Morris performed most of the actual writing, but we can be sure that every member of this brilliant group had much to contribute.
The Constitution might have been as boring as most power-granting documents were. The Committee of Stile’s great achievement was to create from prosaic material a product inspirational, beautiful, and grand.
The Division by Articles
Under Morris’s pen, the Constitution was reduced from 23 articles to seven. The new number could not have been accidental: “Seven” resonates in the Western biblical and literary tradition.
So also does the number “three.” There had been a practice of treating each house of the legislature as a separate branch of government, and the Committee of Detail had devoted separate articles to the House of Representatives and to the Senate, as well as to the executive and the courts. But the Committee of Stile combined the House and Senate into a single Article, thereby reducing the number of branches to the special number of three.
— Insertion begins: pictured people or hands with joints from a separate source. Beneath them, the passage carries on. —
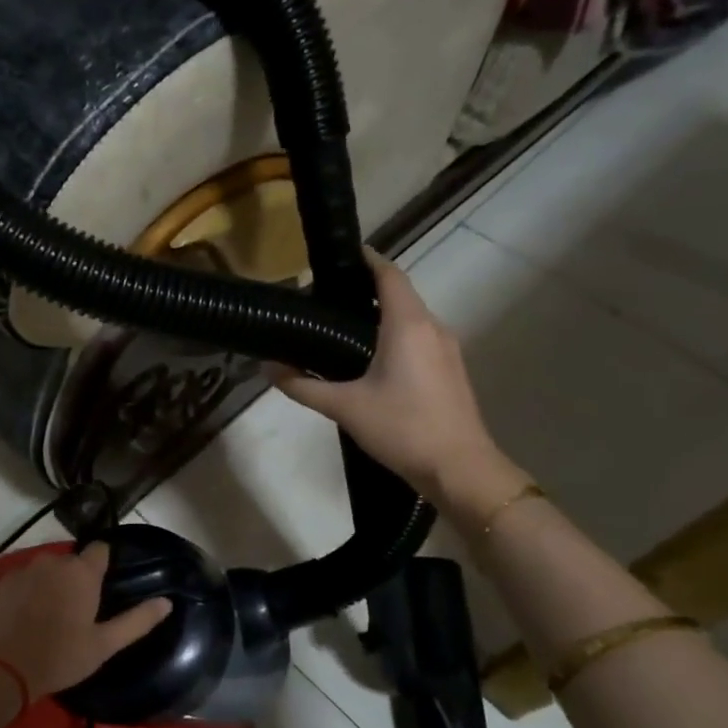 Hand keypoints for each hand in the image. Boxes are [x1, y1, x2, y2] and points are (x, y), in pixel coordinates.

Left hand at [0, 543, 171, 698]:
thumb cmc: (59, 657)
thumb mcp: (104, 645)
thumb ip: (137, 621)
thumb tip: (166, 602)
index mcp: (82, 571)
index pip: (101, 549)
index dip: (105, 564)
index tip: (106, 586)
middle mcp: (54, 561)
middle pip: (72, 562)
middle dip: (78, 579)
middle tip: (80, 611)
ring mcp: (24, 569)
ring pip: (47, 570)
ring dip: (53, 585)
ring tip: (52, 616)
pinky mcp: (1, 582)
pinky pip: (25, 580)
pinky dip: (30, 592)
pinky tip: (28, 618)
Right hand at [272, 250, 515, 509]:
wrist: (460, 469)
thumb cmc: (402, 429)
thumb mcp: (344, 407)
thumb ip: (302, 386)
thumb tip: (267, 368)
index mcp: (408, 324)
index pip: (388, 274)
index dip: (365, 259)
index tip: (336, 259)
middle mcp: (432, 326)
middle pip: (399, 293)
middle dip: (366, 289)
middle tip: (326, 298)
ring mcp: (447, 348)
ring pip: (411, 316)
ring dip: (381, 313)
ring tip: (342, 326)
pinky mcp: (450, 369)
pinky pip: (419, 336)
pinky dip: (395, 334)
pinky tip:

Hence, the Constitution has a three–four division: three articles on the three branches of government, followed by four articles on other subjects. This mirrored the structure of traditional liberal arts education: First the trivium of three basic subjects, then the quadrivium of four advanced subjects. (If this connection seems to be tenuous, consider again the backgrounds of the drafters.)
Organization of Articles I, II, and III
In an earlier essay, I pointed out that the Constitution is fundamentally a document granting enumerated (listed) powers. In other words, it has common characteristics with powers of attorney and similar agency agreements, trust instruments, and corporate charters and bylaws.
In fact, Articles I, II, and III are each nearly freestanding enumerated-power documents. Each outlines and conveys authority to a separate unit of government. Each follows a common 18th century pattern for enumerated-power documents. That pattern is:
(1) Preamble (if any), with designation of the grantor and grantee;
(2) Organizational details;
(3) Listing of powers; and
(4) Limitations and (perhaps) other details.
This pattern didn’t necessarily follow the lines of the numbered sections, and that’s true of the Constitution as well.
Articles I, II, and III each begin with a preamble identifying the grantee of the powers to be conveyed. The preamble to Article I is “All legislative Powers herein granted shall be vested in a Congress of the United States …” The preamble to Article II is “The executive Power shall be vested in a President of the United States of America.” The preamble to Article III is, “The judicial Power of the United States, shall be vested in one supreme Court, and in such inferior Courts as the Congress may from time to time ordain and establish.”
Many commentators, and indeed the Supreme Court, have treated the latter two as “vesting clauses” conveying power rather than as preambles. But that’s not correct. It’s an error arising from ignorance of 18th century drafting practice.
After its preamble, each Article explains how the relevant branch of government is organized, enumerates the powers granted to that branch, and adds limitations and restrictions.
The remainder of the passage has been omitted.